Clássico sem dono: Desportiva e Rio Branco ficam no empate
Desportiva e Rio Branco empatam em 1 a 1, no estádio Engenheiro Araripe, em noite de festa das torcidas
O clássico entre Desportiva e Rio Branco terminou sem dono. Com uma linda festa das torcidas, que encheram as arquibancadas do estádio Engenheiro Araripe, em Cariacica, os rivais empataram em 1 a 1. O confronto contou com 4.523 torcedores pagantes e renda superior a R$ 90 mil.
Com o resultado, o time capa-preta seguiu na vice-liderança, com oito pontos, mesma pontuação do líder Serra. Já a Tiva subiu para a terceira posição, com sete. Ambos podem ser ultrapassados pelo Vitória ao fim da rodada.
O primeiro tempo da partida foi morno, com as principais chances sendo criadas pela Desportiva, através de chutes de fora da área.
Porém, na segunda etapa, tudo mudou e os gols saíram. Breno Melo, de falta, aos seis minutos, abriu o placar para os capa-pretas, e Tiago Moura, de pênalti, aos 17, empatou o confronto.
Na próxima rodada, a Tiva faz mais um novo clássico no Engenheiro Araripe. Desta vez, o adversário será o Porto Vitória, no sábado, às 16 horas. Já o Rio Branco entra em campo no domingo, às 18 horas, contra o Real Noroeste, no Kleber Andrade.
SALA “GEOVANI SILVA”
Na noite de ontem, a Desportiva inaugurou, no Araripe, a Sala de Reuniões e Imprensa “Geovani Silva”. O espaço passa a fazer parte da estrutura oficial do clube e presta homenagem a um dos maiores nomes da história grená e do futebol do Espírito Santo.

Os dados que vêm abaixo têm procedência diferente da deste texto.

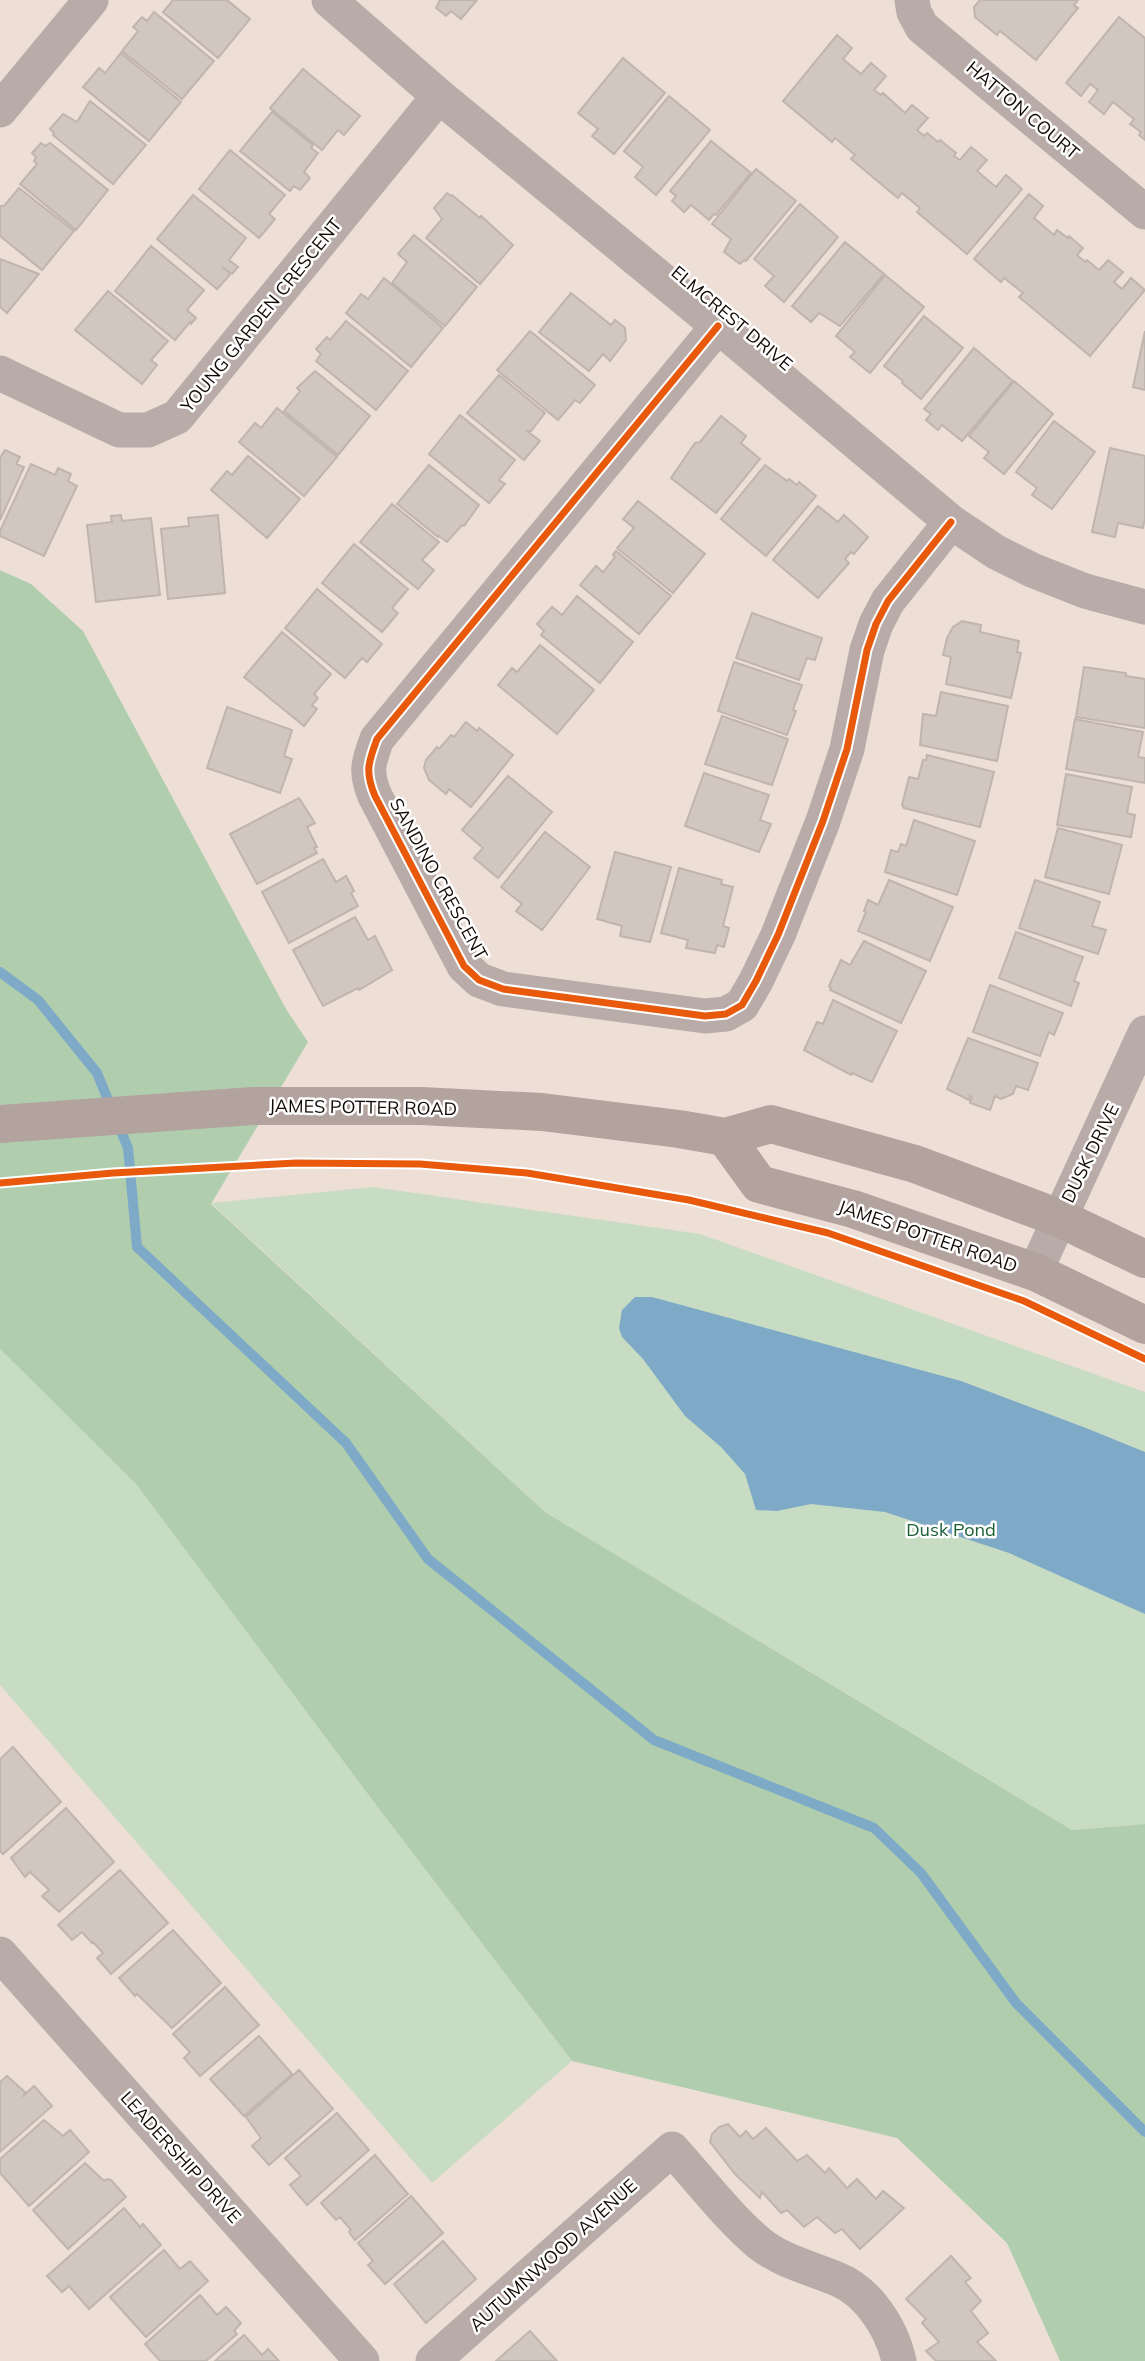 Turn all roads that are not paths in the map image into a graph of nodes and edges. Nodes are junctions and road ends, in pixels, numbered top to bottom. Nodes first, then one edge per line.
1 (90, 0) edge
2 (329, 0) edge
3 (912, 0) edge
4 (439, 96) junction
5 (0, 110) edge
6 (1145, 212) edge
7 (718, 326) junction
8 (0, 373) edge
9 (951, 522) junction
10 (1145, 607) edge
11 (1145, 1033) edge
12 (0, 1124) edge
13 (725, 1137) junction
14 (1059, 1218) junction
15 (1145, 1259) edge
16 (1035, 1272) junction
17 (1145, 1325) edge
18 (0, 1954) edge
19 (362, 2361) edge
20 (433, 2361) edge
21 (900, 2361) edge

1 - 5 street
2 - 4 street, ELMCREST DRIVE
3 - 6 street, HATTON COURT
4 - 7 street, ELMCREST DRIVE
4 - 8 street, YOUNG GARDEN CRESCENT
7 - 9 street, ELMCREST DRIVE
7 - 9 street, SANDINO CRESCENT
9 - 10 street, ELMCREST DRIVE
11 - 14 street, DUSK DRIVE
12 - 13 main road, JAMES POTTER ROAD
13 - 14 main road, JAMES POTTER ROAD
13 - 16 main road, JAMES POTTER ROAD
14 - 15 main road, JAMES POTTER ROAD
14 - 16 street, DUSK DRIVE
16 - 17 main road, JAMES POTTER ROAD
18 - 19 street, LEADERSHIP DRIVE
20 - 21 street, AUTUMNWOOD AVENUE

A iniciativa valoriza a trajetória de Geovani Faria da Silva, revelado pela própria Desportiva, onde iniciou a carreira profissional ainda muito jovem. Ao longo dos anos, o ex-meia construiu um caminho de grande destaque no futebol brasileiro e internacional, tornando-se ídolo do Vasco da Gama nos anos 1980 e uma das principais referências técnicas de sua geração.
Com a camisa da Seleção Brasileira, Geovani foi campeão mundial sub-20 em 1983, terminando a competição como artilheiro e melhor jogador, além de conquistar a medalha de prata nos Jogos Olímpicos de Seul, em 1988. O feito marcou a primeira medalha olímpica do futebol conquistada por um atleta capixaba.